On Tuesday, December 11, 2012 1:20:48 PM UTC-5, paul wrote: > Does a multiple regression with all dummy (indicator) variables make > sense?
> In recent years my students have been taught that an alternative to > using the ANOVA technique is to run a multiple regression analysis using > all dummy variables.
> I thought you needed at least one measured (scalar?) variable among > the explanatory variables -- it makes no sense to do a scatter plot > on just a dummy variable,
It does to me. For example, do a scatter plot of salary v. gender (0 = male, 1 = female). You get two columns of points, from which you can eyeball both differences in location (mean/median) and dispersion (range/standard deviation).
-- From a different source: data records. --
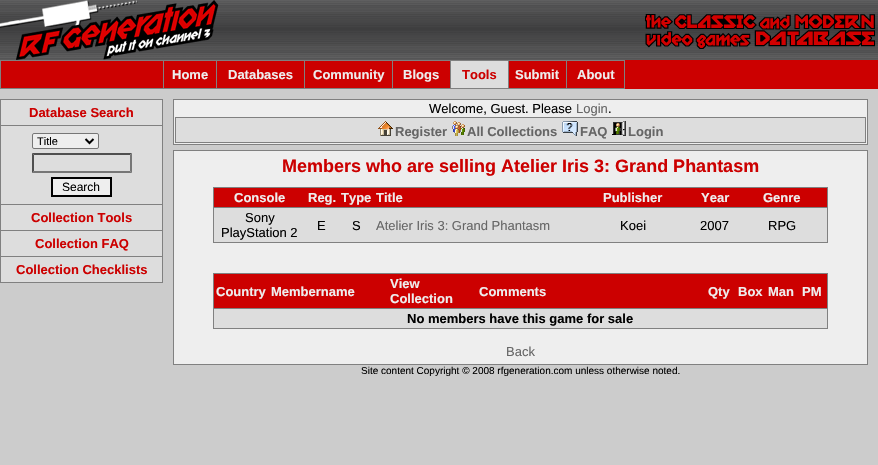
#include "include/core/SkBlurTypes.h"
#include "include/core/SkCanvas.h"
#include "include/core/SkData.h"
#include "include/core/SkFont.h"
#include "include/core/SkFontMgr.h"
#include "include/core/SkImage.h"
#include "include/core/SkMaskFilter.h"
#include "include/core/SkPaint.h"
#include "include/core/SkPathBuilder.h"
#include "include/core/SkTextBlob.h"
#include "include/effects/SkDashPathEffect.h"
#include "include/effects/SkGradientShader.h"
#include "include/utils/SkParsePath.h"

extern sk_sp<SkFontMgr> fontMgr;

static SkFont font(const char* family, int weight, float size, bool italic = false) {
    SkFontStyle style(weight, SkFontStyle::kNormal_Width,
        italic ? SkFontStyle::kItalic_Slant : SkFontStyle::kUpright_Slant);
    SkFont result(fontMgr->matchFamilyStyle(family, style), size);
    result.setSubpixel(true);
    return result;
}

static void drawLabel(SkCanvas* canvas, const char* s, float x, float y, const SkFont& font, SkColor color) {
    SkPaint ink(SkColor4f::FromColor(color));
    ink.setAntiAlias(true);
    canvas->drawString(s, x, y, font, ink);
}

static void fillRect(SkCanvas* canvas, float x, float y, float w, float h, SkColor color) {
    SkPaint ink(SkColor4f::FromColor(color));
    ink.setAntiAlias(true);
    canvas->drawRect(SkRect::MakeXYWH(x, y, w, h), ink);
}

static void drawPhoto(SkCanvas* canvas, const char* path, float x, float y, float w, float h) {
    auto image = SkImages::DeferredFromEncodedData(SkData::MakeFromFileName(path));
    canvas->drawImageRect(image, SkRect::MakeXYWH(x, y, w, h), SkSamplingOptions());
}

static SkPath parsePath(const char* data, bool evenOdd = false) {
    SkPath result = *SkParsePath::FromSVGString(data);
    if (evenOdd) result.setFillType(SkPathFillType::kEvenOdd);
    return result;
}

void draw(SkCanvas* canvas) {
    SkPaint paint;
    paint.setAntiAlias(true);
    canvas->clear(0xFFCCCCCC);
    drawPhoto(canvas, "assets/img1.png", 219, 0, 659, 60);
    drawPhoto(canvas, "assets/img2.png", 0, 0, 219, 60);
    drawPhoto(canvas, "assets/img3.png", 645, 14, 230, 35);
    fillRect(canvas, 625, 60, 253, 29, 0xFFCC0000);
    fillRect(canvas, 0, 60, 625, 29, 0xFF808080);
    fillRect(canvas, 1, 61, 162, 27, 0xFFCC0000);
    fillRect(canvas, 164, 61, 52, 27, 0xFFCC0000);
    SkFont font1 = font("Liberation Sans", 700, 13);
    drawLabel(canvas, "Home", 172, 79, font1, 0xFFEEEEEE);
    fillRect(canvas, 217, 61, 87, 27, 0xFFCC0000);
    drawLabel(canvas, "Databases", 228, 79, font1, 0xFFEEEEEE);
    fillRect(canvas, 305, 61, 87, 27, 0xFFCC0000);
    drawLabel(canvas, "Community", 313, 79, font1, 0xFFEEEEEE);
    fillRect(canvas, 393, 61, 57, 27, 0xFFCC0000);
    drawLabel(canvas, "Blogs", 403, 79, font1, 0xFFEEEEEE);
    fillRect(canvas, 451, 61, 57, 27, 0xFFDDDDDD);
    drawLabel(canvas, "Tools", 462, 79, font1, 0xFFCC0000);
    fillRect(canvas, 509, 61, 57, 27, 0xFFCC0000);
    drawLabel(canvas, "Submit", 515, 79, font1, 0xFFEEEEEE);
    fillRect(canvas, 567, 61, 57, 27, 0xFFCC0000);
    drawLabel(canvas, "About", 577, 79, font1, 0xFFEEEEEE);
    fillRect(canvas, 0, 99, 163, 184, 0xFF808080);
    fillRect(canvas, 1, 100, 161, 25, 0xFFDDDDDD);
    drawLabel(canvas, "Database Search", 29, 117, font1, 0xFFCC0000);
    fillRect(canvas, 1, 126, 161, 78, 0xFFDDDDDD);
    paint.setColor(0xFFEEEEEE);
    canvas->drawRoundRect(SkRect::MakeXYWH(32.5f, 133.5f, 66, 15), 1.5f, 1.5f, paint);
    paint.setStroke(true);
    paint.setStrokeWidth(1);
    paint.setColor(0xFF767676);
    canvas->drawRoundRect(SkRect::MakeXYWH(32.5f, 133.5f, 66, 15), 1.5f, 1.5f, paint);
    paint.setStrokeWidth(2);
    paint.setColor(0xFF000000);
    canvas->drawPath(parsePath("M85.5 139L89.5 143L93.5 139"), paint);
    SkFont font2 = font("Liberation Sans", 400, 11);
    drawLabel(canvas, "Title", 37, 145, font2, 0xFF000000);
    paint.setStroke(false);
    paint.setColor(0xFF4F4F4F);
    canvas->drawPath(parsePath("M32 153H132L130 155H34Z"), paint);
    paint.setColor(0xFF767676);
    canvas->drawPath(parsePath("M132 153V173L130 171V155Z"), paint);
    canvas->drawPath(parsePath("M132 173H32L34 171H130Z"), paint);
    paint.setColor(0xFF4F4F4F);
    canvas->drawPath(parsePath("M32 173V153L34 155V171Z"), paint);
    paint.setColor(0xFFEEEEEE);
    canvas->drawRect(SkRect::MakeXYWH(52, 178, 59, 18), paint);
    paint.setStroke(true);
    paint.setColor(0xFF000000);
    canvas->drawRect(SkRect::MakeXYWH(52, 178, 59, 18), paint);
    SkFont font3 = font("Liberation Sans", 400, 12);
    drawLabel(canvas, "Search", 62, 191, font3, 0xFF000000);
    fillRect(canvas, 1, 205, 161, 25, 0xFFDDDDDD);
    drawLabel(canvas, "Collection Tools", 31, 222, font1, 0xFFCC0000);
    fillRect(canvas, 1, 231, 161, 25, 0xFFDDDDDD);
    drawLabel(canvas, "Collection FAQ", 35, 248, font1, 0xFFCC0000);
    fillRect(canvas, 1, 257, 161, 25, 0xFFDDDDDD);
    drawLabel(canvas, "Collection Checklists", 16, 274, font1, 0xFFCC0000);
    fillRect(canvas, 173, 99, 695, 46, 0xFF808080);
    fillRect(canvas, 174, 100, 693, 44, 0xFFEEEEEE);
    SkFont font4 = font("Liberation Sans", 400, 13);
    drawLabel(canvas, "Welcome, Guest. Please", 429, 113, font4, 0xFF000000);
    drawLabel(canvas, "Login", 576, 113, font4, 0xFF666666);
    drawLabel(canvas, ".", 608, 113, font4, 0xFF000000);
    fillRect(canvas, 175, 117, 691, 26, 0xFF808080);
    fillRect(canvas, 176, 118, 689, 24, 0xFFDDDDDD);
    drawPhoto(canvas, "assets/img4.png", 378, 121, 15, 15);
    drawLabel(canvas, "Register", 395, 136, font1, 0xFF666666);
    drawPhoto(canvas, "assets/img5.png", 452, 121, 13, 15);
    drawLabel(canvas, "All Collections", 467, 136, font1, 0xFF666666);
    drawPhoto(canvas, "assets/img6.png", 562, 121, 16, 15);
    drawLabel(canvas, "FAQ", 580, 136, font1, 0xFF666666);
    drawPhoto(canvas, "assets/img7.png", 612, 121, 14, 15);
    drawLabel(canvas, "Login", 628, 136, font1, 0xFF666666);
    fillRect(canvas, 173, 150, 695, 215, 0xFF808080);
    fillRect(canvas, 174, 151, 693, 213, 0xFFEEEEEE);
    SkFont font5 = font("Liberation Sans", 700, 18);
    drawLabel(canvas, "Members who are selling Atelier Iris 3: Grand Phantasm", 282, 172, font5, 0xFFCC0000);
    fillRect(canvas, 213, 187, 615, 56, 0xFF808080);
    fillRect(canvas, 214, 188, 613, 19, 0xFFCC0000);
    drawLabel(canvas, "Console", 234, 202, font1, 0xFFEEEEEE);
    drawLabel(canvas, "Reg.", 308, 202, font1, 0xFFEEEEEE);
    drawLabel(canvas, "Type", 341, 202, font1, 0xFFEEEEEE);
    drawLabel(canvas, "Title", 376, 202, font1, 0xFFEEEEEE);
    drawLabel(canvas, "Publisher", 603, 202, font1, 0xFFEEEEEE);
    drawLabel(canvas, "Year", 701, 202, font1, 0xFFEEEEEE);
    drawLabel(canvas, "Genre", 763, 202, font1, 0xFFEEEEEE);
    fillRect(canvas, 214, 208, 613, 34, 0xFFDDDDDD);
    drawLabel(canvas, "Sony", 245, 222, font4, 0xFF000000);
    drawLabel(canvas, "PlayStation 2", 221, 237, font4, 0xFF000000);
    drawLabel(canvas, "E", 317, 230, font4, 0xFF000000);
    drawLabel(canvas, "S", 352, 230, font4, 0xFF000000);
    drawLabel(canvas, "Atelier Iris 3: Grand Phantasm", 376, 230, font4, 0xFF666666);
    drawLabel(canvas, "Koei", 620, 230, font4, 0xFF000000);
    drawLabel(canvas, "2007", 700, 230, font4, 0xFF000000);
    drawLabel(canvas, "RPG", 768, 230, font4, 0xFF000000);
    fillRect(canvas, 213, 273, 615, 56, 0xFF808080);
    fillRect(canvas, 214, 274, 613, 34, 0xFFCC0000);
    drawLabel(canvas, "Country", 216, 296, font1, 0xFFEEEEEE);
    drawLabel(canvas, "Membername", 271, 296, font1, 0xFFEEEEEE);
    drawLabel(canvas, "View", 390, 288, font1, 0xFFEEEEEE);
    drawLabel(canvas, "Collection", 390, 303, font1, 0xFFEEEEEE);
    drawLabel(canvas, "Comments", 479, 296, font1, 0xFFEEEEEE);
    drawLabel(canvas, "Qty", 708, 296, font1, 0xFFEEEEEE);
    drawLabel(canvas, "Box", 738, 296, font1, 0xFFEEEEEE);
    drawLabel(canvas, "Man", 768, 296, font1, 0xFFEEEEEE);
    drawLabel(canvas, "PM", 802, 296, font1, 0xFFEEEEEE);
    fillRect(canvas, 214, 309, 613, 19, 0xFFDDDDDD);
    drawLabel(canvas, "No members have this game for sale", 407, 323, font1, 0xFF000000);
    drawLabel(canvas, "Back", 506, 356, font4, 0xFF666666);
    SkFont font6 = font("Liberation Sans", 400, 10);
    drawLabel(canvas, "Site content Copyright © 2008 rfgeneration.com unless otherwise noted.", 361, 374, font6, 0xFF000000);
}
> so what on earth is this "line" (or surface) you are getting from the > regression?
It provides the conditional mean of the response variable as a linear function of the indicators. I suspect your concern is grounded at least partly in the fact that the function only makes sense when the arguments are all zeros and ones (i.e., the domain is discrete). That's also true, though, of other models you might find more intuitive. Suppose I regress towing power on the number of locomotives in a train. The domain of the predictor variable is discrete, so most of the points on a regression line would not represent any real-world scenario; but we still draw the line rather than discrete points for the mean power for each number of engines (and drawing discrete points rather than a line would not change the fact that the mean power is a linear function of the number of engines).